SavedModel for archival (examples below), including saving batch-polymorphic functions,
TensorFlow Lite (examples),
TensorFlow.js (examples),
TFX (examples),
TensorFlow Hub and Keras (examples).

[TOC]

Usage: basic functions.

As a rule of thumb, if you can jax.jit your function then you should be able to use jax2tf.convert:

from jax.experimental import jax2tf
from jax import numpy as jnp

import numpy as np
import tensorflow as tf

def f_jax(x):
  return jnp.sin(jnp.cos(x))

# jax2tf.convert is a higher-order function that returns a wrapped function with
# the same signature as your input function but accepting TensorFlow tensors (or
# variables) as input.
f_tf = jax2tf.convert(f_jax)

# For example you execute f_tf eagerly with valid TensorFlow inputs:
f_tf(np.random.random(...))

# Additionally you can use tools like `tf.function` to improve the execution
# time of your function, or to stage it out to a SavedModel:
f_tf_graph = tf.function(f_tf, autograph=False)

Note that when using the default native serialization, the target JAX function must be jittable (see JAX - The Sharp Bits).

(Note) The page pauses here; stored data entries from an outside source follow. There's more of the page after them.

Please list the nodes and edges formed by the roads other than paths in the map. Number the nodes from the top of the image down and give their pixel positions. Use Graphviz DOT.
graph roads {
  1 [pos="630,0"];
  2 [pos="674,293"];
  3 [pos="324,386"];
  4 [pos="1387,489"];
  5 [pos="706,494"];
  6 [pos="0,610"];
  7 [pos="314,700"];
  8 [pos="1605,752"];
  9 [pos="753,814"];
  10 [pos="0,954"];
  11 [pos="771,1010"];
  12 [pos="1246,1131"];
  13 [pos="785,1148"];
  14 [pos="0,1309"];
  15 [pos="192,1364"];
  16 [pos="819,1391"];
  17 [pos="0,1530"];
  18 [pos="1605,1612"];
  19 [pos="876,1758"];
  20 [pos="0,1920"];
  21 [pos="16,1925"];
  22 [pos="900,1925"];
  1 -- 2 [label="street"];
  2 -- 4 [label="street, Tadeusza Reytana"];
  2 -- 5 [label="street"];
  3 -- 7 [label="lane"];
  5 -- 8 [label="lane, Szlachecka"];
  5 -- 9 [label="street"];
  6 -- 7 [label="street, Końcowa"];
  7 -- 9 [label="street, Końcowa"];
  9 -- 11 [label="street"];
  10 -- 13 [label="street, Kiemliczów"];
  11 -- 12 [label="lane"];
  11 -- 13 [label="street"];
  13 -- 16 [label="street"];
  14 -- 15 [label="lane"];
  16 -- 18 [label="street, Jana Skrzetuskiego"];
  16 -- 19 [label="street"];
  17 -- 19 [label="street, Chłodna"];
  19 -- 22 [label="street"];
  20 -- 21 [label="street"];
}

In the native serialization mode, under TensorFlow eager the whole JAX function executes as one op.

The Autograph feature of tf.function cannot be expected to work on functions lowered from JAX as above, so it is recommended to set autograph=False in order to speed up the execution and to avoid warnings and outright errors.

Usage: saved model

You can serialize JAX program into a TensorFlow SavedModel, for use with tooling that understands SavedModel. Both in native and non-native serialization you can count on 6 months of backwards compatiblity (you can load a function serialized today with tooling that will be built up to 6 months in the future), and 3 weeks of limited forwards compatibility (you can load a function serialized today with tooling that was built up to 3 weeks in the past, provided the model that not use any new features).

Since jax2tf provides a regular TensorFlow function using it with SavedModel is trivial:

# You can save the model just like you would with any other TensorFlow function:
my_model = tf.Module()
# Save a function that can take scalar inputs.
my_model.f = tf.function(jax2tf.convert(f_jax), autograph=False,
                         input_signature=[tf.TensorSpec([], tf.float32)])
tf.saved_model.save(my_model, '/some/directory',
                    options=tf.saved_model.SaveOptions(experimental_custom_gradients=True))

# Restoring (note: the restored model does *not* require JAX to run, just XLA).
restored_model = tf.saved_model.load('/some/directory')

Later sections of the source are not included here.